Thomas wrote the screenplay in 1979. Zemeckis, who at the time was developing Cocoon, liked Thomas's screenplay and offered to direct but 20th Century Fox initially declined, citing the commercial failure of his first two films I Wanna Hold Your Hand and Used Cars. Zemeckis was eventually dismissed from Cocoon after an early screening of Romancing the Stone failed to impress studio executives further. Alan Silvestri, who would collaborate with Zemeckis on his later films, composed the score.

Romancing the Stone was released on March 30, 1984, to positive reviews from critics and earned over $115 million worldwide at the box office. A sequel, The Jewel of the Nile, was released the following year.

==Plot==
Joan Wilder is a successful but lonely romance novelist living in a New York apartment with her cat, Romeo. As Joan leaves to meet her editor and friend Gloria Horne, her neighbor hands her an envelope containing a map, sent by her recently murdered brother-in-law, Eduardo. While she is gone, a man breaks into her apartment and kills the building's superintendent when caught in the act. Returning to her apartment, Joan finds it ransacked and receives a phone call from her sister Elaine, Eduardo's widow. Elaine has been kidnapped by antiquities smugglers, cousins Ira and Ralph, and instructs Joan to bring the map to the Colombian coastal city of Cartagena; it is Elaine's ransom.
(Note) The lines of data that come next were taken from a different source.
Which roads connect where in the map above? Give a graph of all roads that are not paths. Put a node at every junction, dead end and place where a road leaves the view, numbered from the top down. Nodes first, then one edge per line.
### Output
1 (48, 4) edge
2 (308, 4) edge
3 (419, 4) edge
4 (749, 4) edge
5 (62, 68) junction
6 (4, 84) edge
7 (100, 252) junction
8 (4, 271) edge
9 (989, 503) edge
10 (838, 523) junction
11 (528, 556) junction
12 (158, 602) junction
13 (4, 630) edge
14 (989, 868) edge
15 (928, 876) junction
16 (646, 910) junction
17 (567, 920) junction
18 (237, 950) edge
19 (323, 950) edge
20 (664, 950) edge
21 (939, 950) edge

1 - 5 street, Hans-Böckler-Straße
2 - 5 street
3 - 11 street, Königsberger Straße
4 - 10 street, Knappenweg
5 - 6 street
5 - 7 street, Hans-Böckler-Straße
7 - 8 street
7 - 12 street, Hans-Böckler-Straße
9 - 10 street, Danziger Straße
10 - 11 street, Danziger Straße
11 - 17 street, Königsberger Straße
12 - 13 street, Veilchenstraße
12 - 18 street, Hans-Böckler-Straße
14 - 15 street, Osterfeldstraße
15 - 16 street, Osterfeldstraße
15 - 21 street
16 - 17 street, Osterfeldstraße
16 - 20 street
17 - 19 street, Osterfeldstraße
Flying to Colombia, Joan is diverted from the bus to Cartagena by Colonel Zolo, the man who killed Eduardo and ransacked her apartment. Instead of heading to Cartagena, this bus goes deep into the country's interior. Ralph realizes this and begins following Joan. When Joan distracts the bus driver by asking where they are going, the bus crashes into a Land Rover, wrecking both vehicles. As the rest of the passengers walk away, Joan is held at gunpoint by Zolo but is saved by the Land Rover's owner, an American exotic bird smuggler named Jack T. Colton following a shootout between him and Zolo.
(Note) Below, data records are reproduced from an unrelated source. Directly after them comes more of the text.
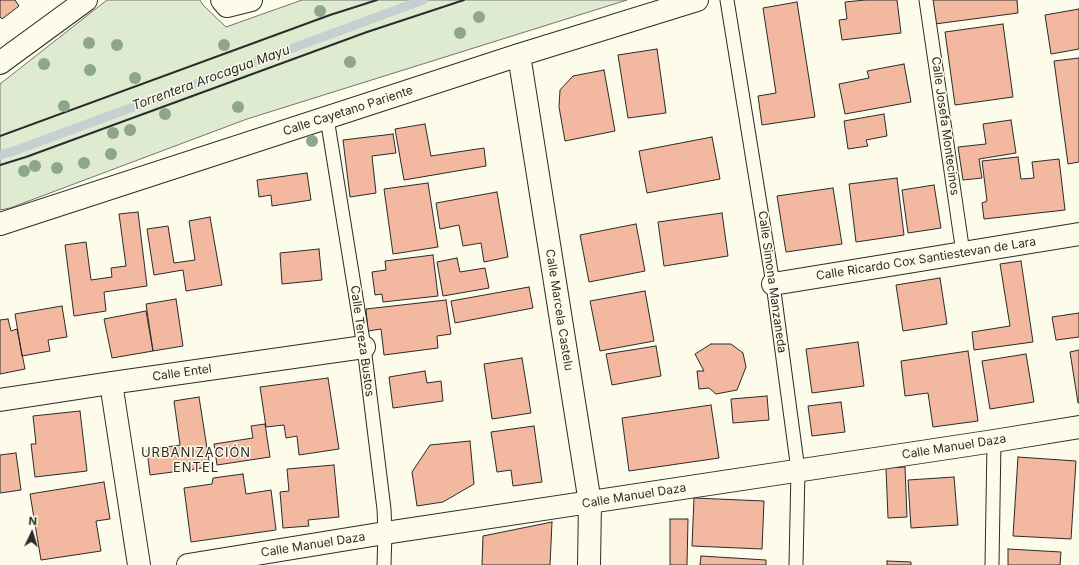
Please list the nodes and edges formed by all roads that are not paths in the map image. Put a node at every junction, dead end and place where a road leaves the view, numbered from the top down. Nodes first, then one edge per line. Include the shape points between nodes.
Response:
1 (86, 0) edge
2 (251, 0) edge
3 (697, 0) edge
4 (727, 0) edge
5 (926, 0) edge
6 (224, 3) edge
7 (519, 55) junction
8 (0, 63) edge
9 (327, 118) junction
10 (0, 224) edge
11 (1079, 234) edge
12 (963, 253) junction
13 (773, 284) junction
14 (364, 347) junction
15 (111, 383) junction
16 (0, 400) edge
17 (1079, 427) edge
18 (994, 441) junction
19 (798, 470) junction
20 (590, 503) junction
21 (385, 533) junction
22 (139, 565) edge
23 (188, 565) edge
24 (384, 565) edge
25 (589, 565) edge
26 (796, 565) edge
27 (992, 565) edge

1 - 8 street
2 - 6 street
3 - 7 street, Calle Cayetano Pariente
4 - 13 lane, Calle Simona Manzaneda
5 - 12 lane, Calle Josefa Montecinos
7 - 9 street, Calle Cayetano Pariente
7 - 20 street, Calle Marcela Castelu
9 - 10 street, Calle Cayetano Pariente
9 - 14 lane, Calle Tereza Bustos
11 - 12 street, Calle Ricardo Cox Santiestevan de Lara
12 - 13 street, Calle Ricardo Cox Santiestevan de Lara
13 - 19 lane, Calle Simona Manzaneda
14 - 15 street, Calle Entel
14 - 21 lane, Calle Tereza Bustos
15 - 16 street, Calle Entel
15 - 22 street
17 - 18 street, Calle Manuel Daza
18 - 19 street, Calle Manuel Daza
18 - 27 lane
19 - 20 street, Calle Manuel Daza
19 - 26 lane, Calle Simona Manzaneda
20 - 21 street, Calle Manuel Daza
20 - 25 street, Calle Marcela Castelu
21 - 23 street, Calle Manuel Daza
21 - 24 lane, Calle Tereza Bustos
Joan promises to pay Jack $375 in traveler's cheques for getting her out of the jungle and to a telephone. The two of them travel the jungle while eluding Zolo and his military police. Reaching a small village, they encounter a drug lord named Juan who is a big fan of Joan's novels and happily helps them escape from Zolo’s soldiers.
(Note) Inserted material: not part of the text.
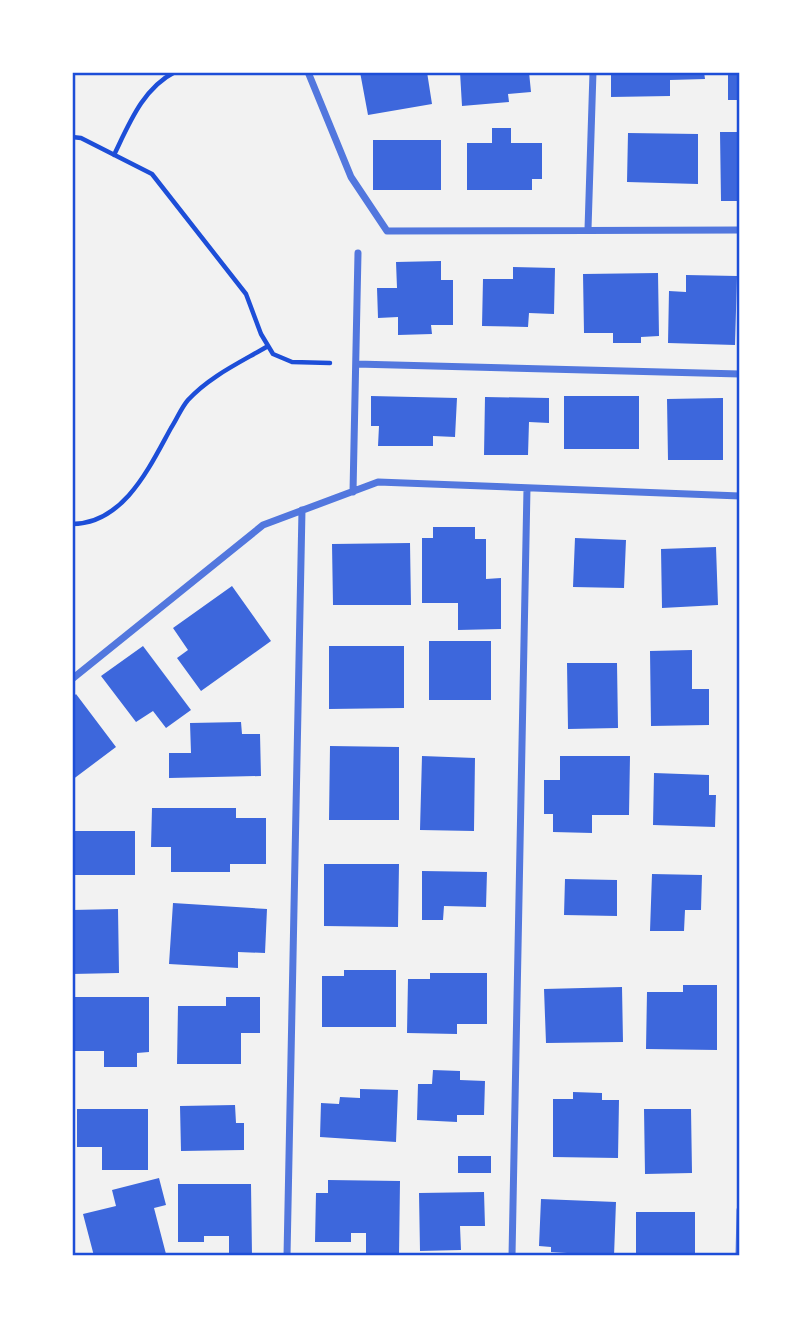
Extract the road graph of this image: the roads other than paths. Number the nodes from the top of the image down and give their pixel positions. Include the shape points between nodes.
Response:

After a night of dancing and passion in a nearby town, Jack suggests to Joan that they find the treasure themselves before handing over the map. Zolo's men enter the town, so Jack and Joan steal a car to escape; but it is Ralph's car, and he is sleeping in the back. They follow the clues and retrieve the treasure, an enormous emerald called El Corazón ("The Heart"). Ralph takes the emerald from them at gunpoint, but Zolo's forces appear, distracting Ralph long enough for Jack to steal the jewel back. After being chased into a river and over a waterfall, Jack and Joan are separated on opposite sides of the raging river. Joan has the map, but Jack has the emerald. Jack directs Joan to Cartagena, promising that he will meet her there.

In Cartagena, Joan meets with Ira, who takes the map and lets Elaine go. But Zolo and his men arrive, with a captured Jack and a severely beaten Ralph. As Zolo attempts to torture Joan, Jack tries to kick the emerald into a crocodile pool behind Zolo. Zolo catches the emerald, but then a crocodile jumps up and bites his hand off, swallowing the emerald with it. A brief gunfight ensues between Zolo's soldiers and Ira’s men just as Ira and Ralph run for cover. Joan and Elaine dash for safety, just as the maimed Zolo gives chase, while Jack tries to stop the crocodile from escaping, but begrudgingly releases it to try to save Joan.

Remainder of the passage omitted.